Earlier today, MERCOSUR removed Venezuela from the presidency of the organization, and essentially set a deadline on the country’s suspension from the regional trade bloc. The move comes after weeks of controversy at the organization after Venezuela took over the presidency from Uruguay. MERCOSUR’s other members – Argentina, Brazil and Paraguay – strongly objected to Venezuela’s presidency on account of the country’s tattered human rights and economic record.
Today’s announcement revealed that Argentina, Brazil, and Paraguay have all agreed that Venezuela cannot head MERCOSUR, and have instead decided to share the presidency together for the next six months. Uruguay, traditionally an ally of Venezuela, abstained from the vote.
MERCOSUR also announced that it was giving Venezuela until December 1 of this year to complete a series of outstanding administrative requirements or face suspension from the organization.
According to a press release from the organization, Venezuela had until August 12 of this year to meet “important MERCOSUR agreements and norms”, but it has apparently failed to do so. The agreements include one to allow for the free flow of goods as well as another relating to protecting human rights. Venezuela now has until December 1 to meet the agreements.
The move is a significant diplomatic setback for the Maduro administration, which continues to isolate itself from the region through continued human rights violations as well as its abysmal handling of the economic crisis affecting the county.
Rodriguez: MERCOSUR Looking To Destroy Self With “Anti-Judicial Artifacts”
Foreign Affairs Minister Delcy Rodriguez reacted to today’s news from MERCOSUR by calling the move to remove Venezuela from the presidency an “anti-judicial artifact”, and that the decision serves only to weaken the organization.
Through her Twitter account, Rodriguez also called the trade bloc’s decision “a reflection of political intolerance and desperate bureaucrats”, and that:
Venezuela and her Bolivarian diplomacy of peace sow relationships of unity and brotherhood with the peoples of the world, always loyal to her independence.

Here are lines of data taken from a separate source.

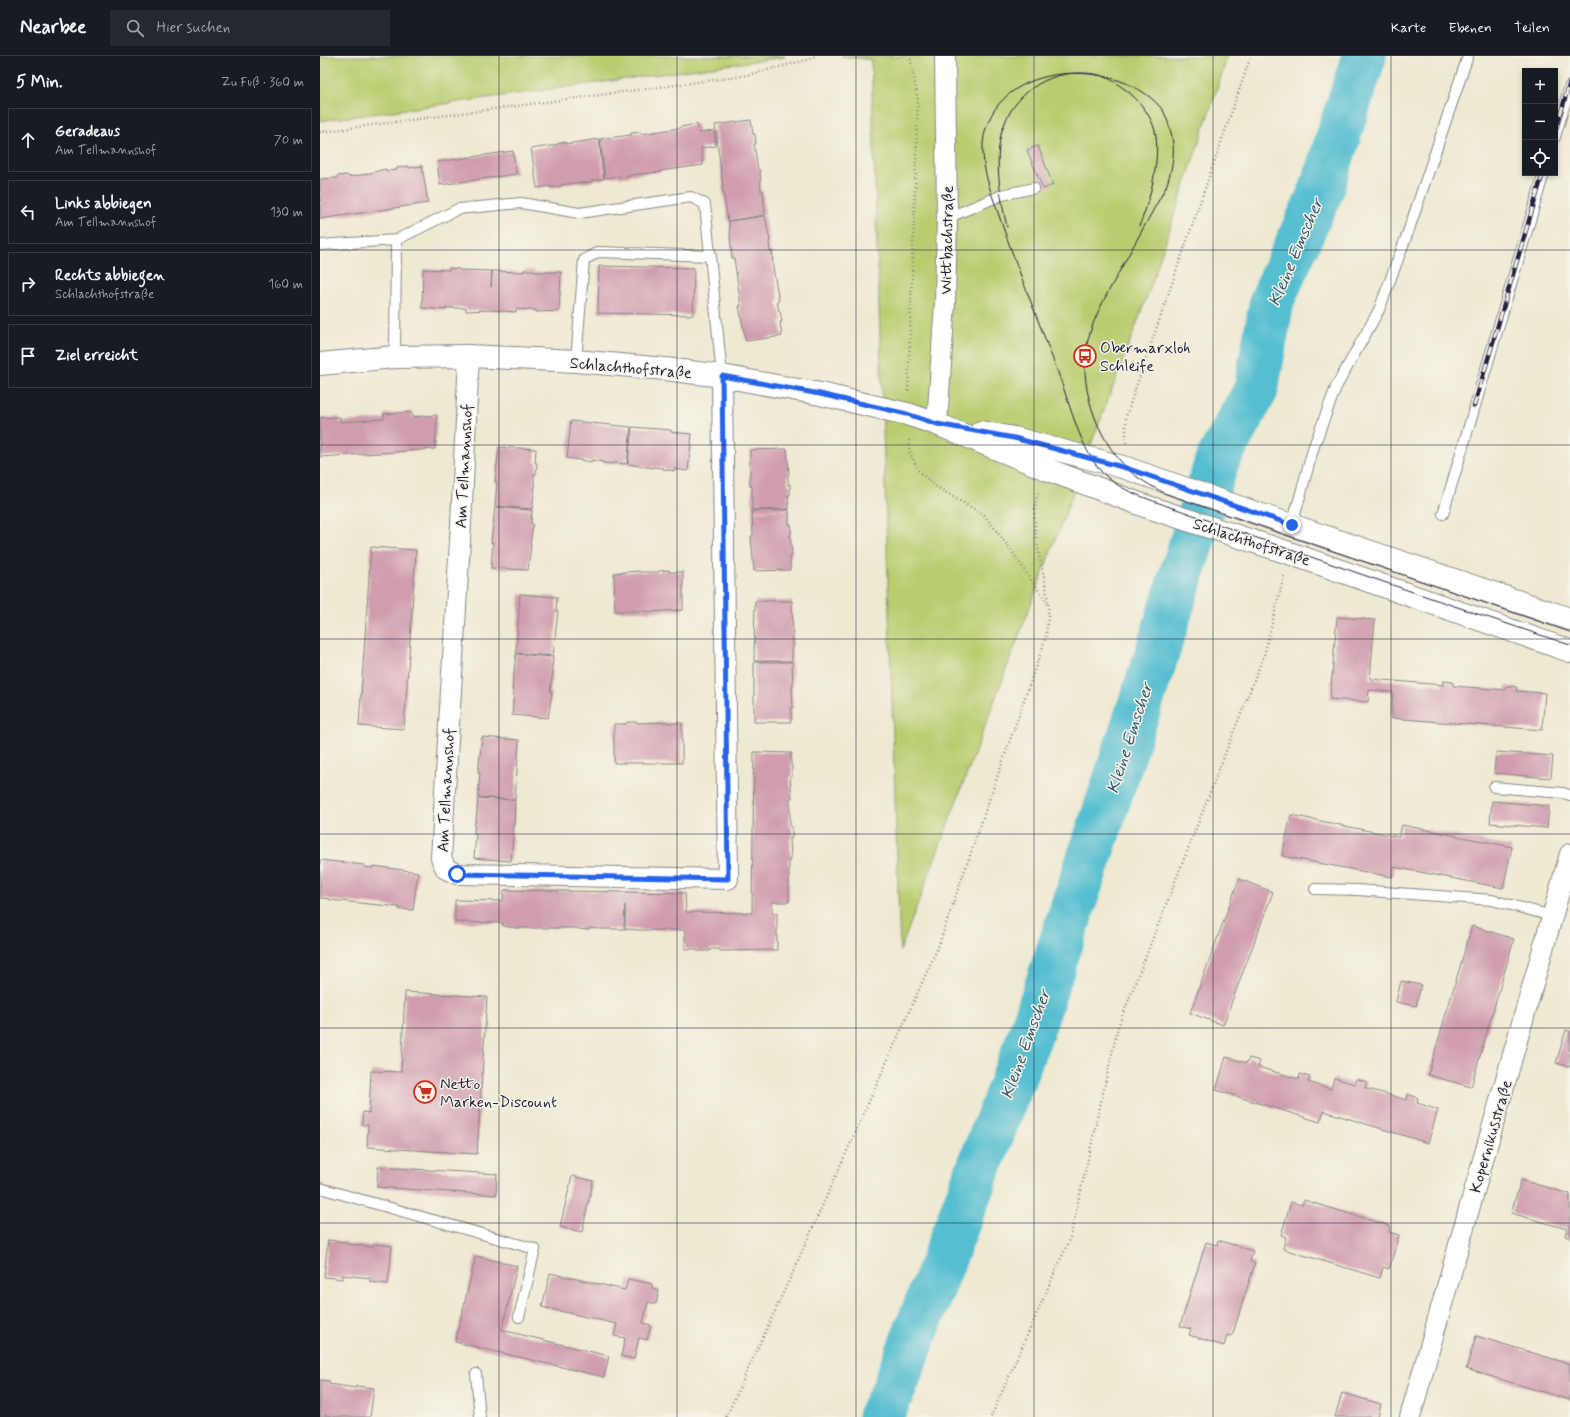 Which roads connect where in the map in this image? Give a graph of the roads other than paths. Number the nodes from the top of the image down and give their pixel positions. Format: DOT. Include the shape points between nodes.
graph roads {
  1 [pos="945,56"];
  2 [pos="1468,56"];
  3 [pos="1570,86"];
  4 [pos="1558,127"];
  5 [pos="1543,176"];
  6 [pos="1034,188"];
  7 [pos="947,218"];
  8 [pos="396,240"];
  9 [pos="320,245"];
  10 [pos="711,256"];
  11 [pos="469,356"];
  12 [pos="395,357"];
  13 [pos="576,361"];
  14 [pos="320,364"];
  15 [pos="722,376"];
  16 [pos="937,424"];
  17 [pos="1443,514"];
  18 [pos="1292,525"];
  19 [pos="1570,619"];
  20 [pos="1570,651"];
  21 [pos="1494,787"];
  22 [pos="1570,795"];
  23 [pos="1570,854"];
  24 [pos="1315,889"];
  25 [pos="1552,916"];
  26 [pos="320,1188"];
  27 [pos="519,1317"];
  28 [pos="476,1374"];
  29 [pos="480,1417"];
  30 [pos="1410,1417"];
  1 -- 7 [label="street, Wittbachstraße"];
  2 -- 18 [label="lane" via="1379,310 1336,387 1314,446"];
  3 -- 4 [label="lane"];
  5 -- 17 [label="lane"];
  6 -- 7 [label="lane" via="1002,195"];
  7 -- 16 [label="street, Wittbachstraße" via="946,302"];
  8 -- 9 [label="lane"];
  8 -- 10 [label="lane" via="458,209 521,204 578,212 691,197 705,204"];
  8 -- 12 [label="lane"];
  10 -- 13 [label="lane" via="598,252 584,260"];
  10 -- 15 [label="lane"];
  11 -- 12 [label="street, Schlachthofstraße"];
  11 -- 13 [label="street, Schlachthofstraße"];
  11 -- 15 [label="street, Am Tellmannshof" via="441,858 446,869 457,874 728,879"];
  12 -- 14 [label="street, Schlachthofstraße"];
  13 -- 15 [label="street, Schlachthofstraße"];
  15 -- 16 [label="street, Schlachthofstraße" via="820,394 907,414"];
  16 -- 18 [label="street, Schlachthofstraße" via="1014,438 1126,468"];
  16 -- 20 [label="street, Schlachthofstraße" via="1046,469 1146,506"];
  18 -- 19 [label="street, Schlachthofstraße"];
  21 -- 22 [label="lane"];
  23 -- 25 [label="street, Kopernikusstraße"];
  24 -- 25 [label="lane" via="1492,900"];
  25 -- 30 [label="street, Kopernikusstraße"];
  26 -- 27 [label="lane" via="535,1249"];
  28 -- 29 [label="lane"];
} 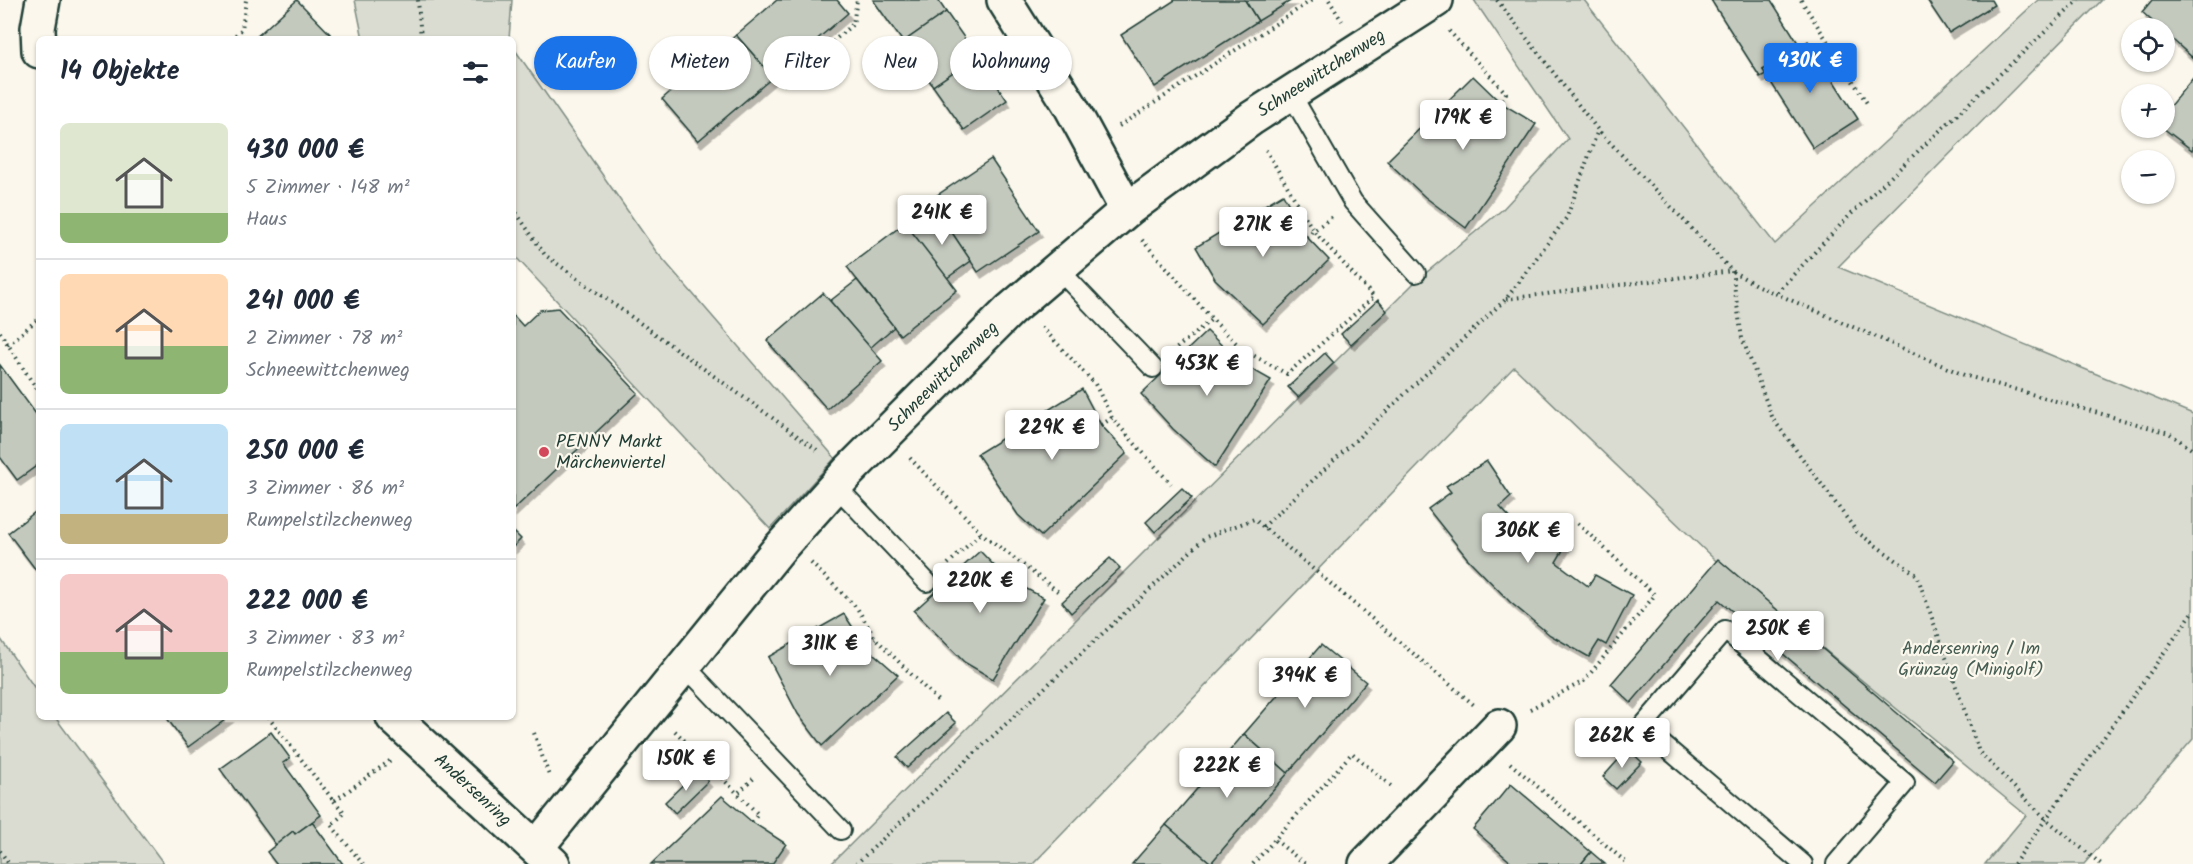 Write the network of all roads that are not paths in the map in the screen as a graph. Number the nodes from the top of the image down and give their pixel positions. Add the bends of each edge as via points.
1 (44, 0) edge
2 (1004, 0) edge
3 (1431, 3) edge
4 (38, 36) edge
5 (1291, 94) junction
6 (1124, 213) junction
7 (1058, 269) junction
8 (1416, 273) dead end
9 (1153, 368) road end
10 (842, 479) junction
11 (927, 582) road end
12 (685, 666) junction
13 (396, 720) edge
14 (1491, 733) road end
15 (841, 830) dead end
16 (537, 858) edge
17 (1366, 864) edge
18 (1803, 864) edge
19 (1836, 864) edge

1 - 4 street
2 - 6 street via 1070,105
3 - 5 street, Schneewittchenweg
5 - 6 street, Schneewittchenweg
5 - 8 lane via 1353,202
6 - 7 street, Schneewittchenweg
7 - 9 lane
7 - 10 street, Schneewittchenweg
10 - 11 lane
10 - 12 street, Schneewittchenweg
12 - 15 lane
12 - 16 street, Schneewittchenweg via 572,804
13 - 16 street, Andersenring
14 - 17 street
18 - 19 lane via 1642,727 1725,630 1905,783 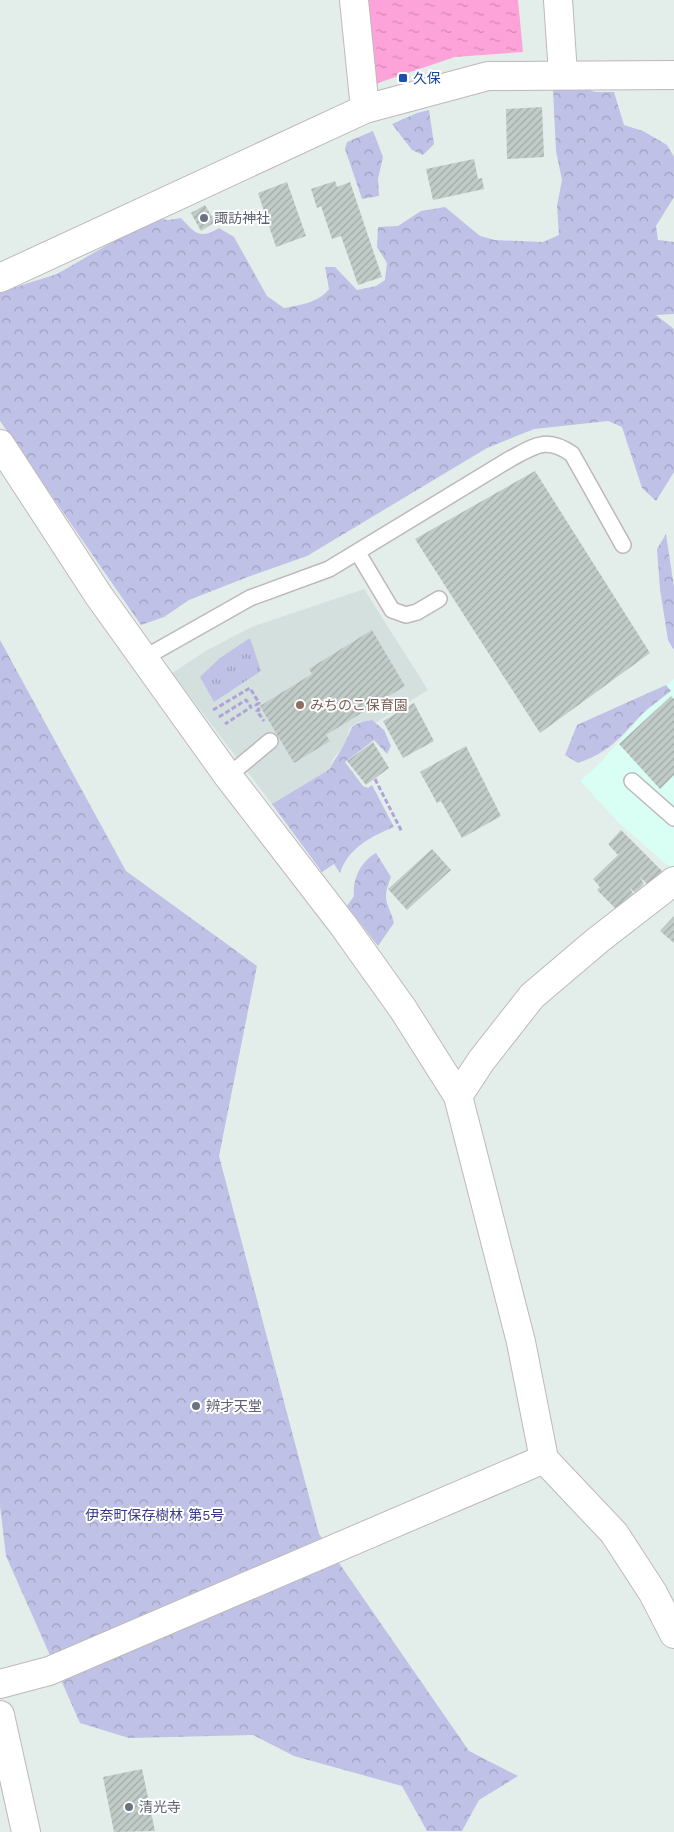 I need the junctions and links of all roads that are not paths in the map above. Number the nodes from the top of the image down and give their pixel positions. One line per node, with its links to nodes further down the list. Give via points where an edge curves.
1 (354, 0): 5 (street)
2 (558, 0): 3 (street)
3 (563, 74): 4 (street); 5 (street, via 488,76)
4 (674, 75)
5 (365, 109): 6 (street)
6 (0, 278)
7 (0, 444): 11 (street, via 99,596)
8 (623, 545): 9 (lane, via 572,454 558,445 539,444)
9 (358, 553): 10 (lane, via 392,610 406,615 418,612); 11 (lane, via 329,569 250,598)
10 (439, 599)
11 (144, 658): 13 (street)
12 (270, 741): 13 (lane)
13 (237, 769): 17 (street, via 398,1001)
14 (632, 781): 15 (lane)
15 (674, 818)
16 (674, 881): 17 (street, via 532,996)
17 (458, 1096): 18 (street, via 521,1342)
18 (544, 1459): 19 (street, via 614,1533 653,1593); 20 (street, via 49,1671)
19 (674, 1634)
20 (0, 1684)
21 (0, 1715): 22 (street)
22 (26, 1832)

MUD In Defensive Mode Over Meetings with PSUV
After news broke yesterday that the Mesa de la Unidad Democratica (MUD) and the national government have met at least twice in secret over the past several weeks, the MUD has been on the defensive in an apparent attempt to quell supporters’ fears that it is negotiating some kind of “way out” for Maduro.
The head of the opposition bloc, Jesus Torrealba, said today that the meetings were not held to avoid or otherwise delay the recall referendum against Maduro: rather, they were held “to remove the obstacles that have made the process difficult”. He also stressed his belief in the fact that 90% of Venezuelans would like for the two sides two meet in order to avoid future conflict.
Our interest isn’t to keep on talking about the same things [with the PSUV]. Our interest is to articulate the transition. If, in order to achieve this, we have to hold talks with talks we will do so with any one at any time.
Torrealba also revealed that that PSUV approached the MUD with the idea to sit down and talk after the Gran Toma de Caracas on September 1 – likely the largest anti-government protest in the nation’s history – and the events at Villa Rosa on September 2.
Torrealba: Villa Rosa “Set Off Alarms Everywhere”
Torrealba called the Villa Rosa protest a turning point for the PSUV, and said that it was seen as “a demonstration of weakness [and] a lack of control”. On that event, Torrealba said:
That [the Villa Rosa protest] set off alarms everywhere. You don’t have to be a genius to know that someone who can’t control their emotions – or even their own security circle – is not in control of the rest of the government, much less the country.
He also suggested that Vice-President Aristobulo Isturiz and National Assembly deputy Elias Jaua were the two individuals who reached out to the MUD in the aftermath of Villa Rosa calling for a dialogue:
[Jose Luis] Zapatero came flying back to the country because there were people in the government asking for dialogue. You all saw it [Zapatero’s return to Venezuela on September 5]. The whole world saw it. Mr. Aristobulo Isturiz, who has been quiet ever since they named General [Vladimir Padrino Lopez] as boss, well, he’s talking about dialogue. Elias Jaua, man! Elia Jaua! [He’s also] talking about dialogue.
Speaking on his radio show, La Fuerza es la Union [Unity is Strength], Torrealba said that the PSUV is currently split into two large groups: one which feels that Venezuelans have “nostalgia for chavismo“ and would like to revive the movement in a Maduro-less future, and another that is concerned primarily with facing retribution from national and international courts over their activities. This latter group, Torrealba said, is the main force inside the PSUV that does not want any kind of dialogue with the opposition.
CICPC Clears Five Caracas Murders in September
The Cuerpo de Investigaciones Cientificas, Penales y Criminalisticas (CICPC) announced today that it had solved five murder cases in Caracas registered since the start of September.
According to El Universal, there have been 165 murders in Caracas so far this month, making the CICPC’s murder clearance rate approximately 3%.
Grenade Explosion at PGV Prison Leaves 3 Dead, 30 Injured
It is not yet clear yet if the grenade belonged to an inmate, or why it exploded.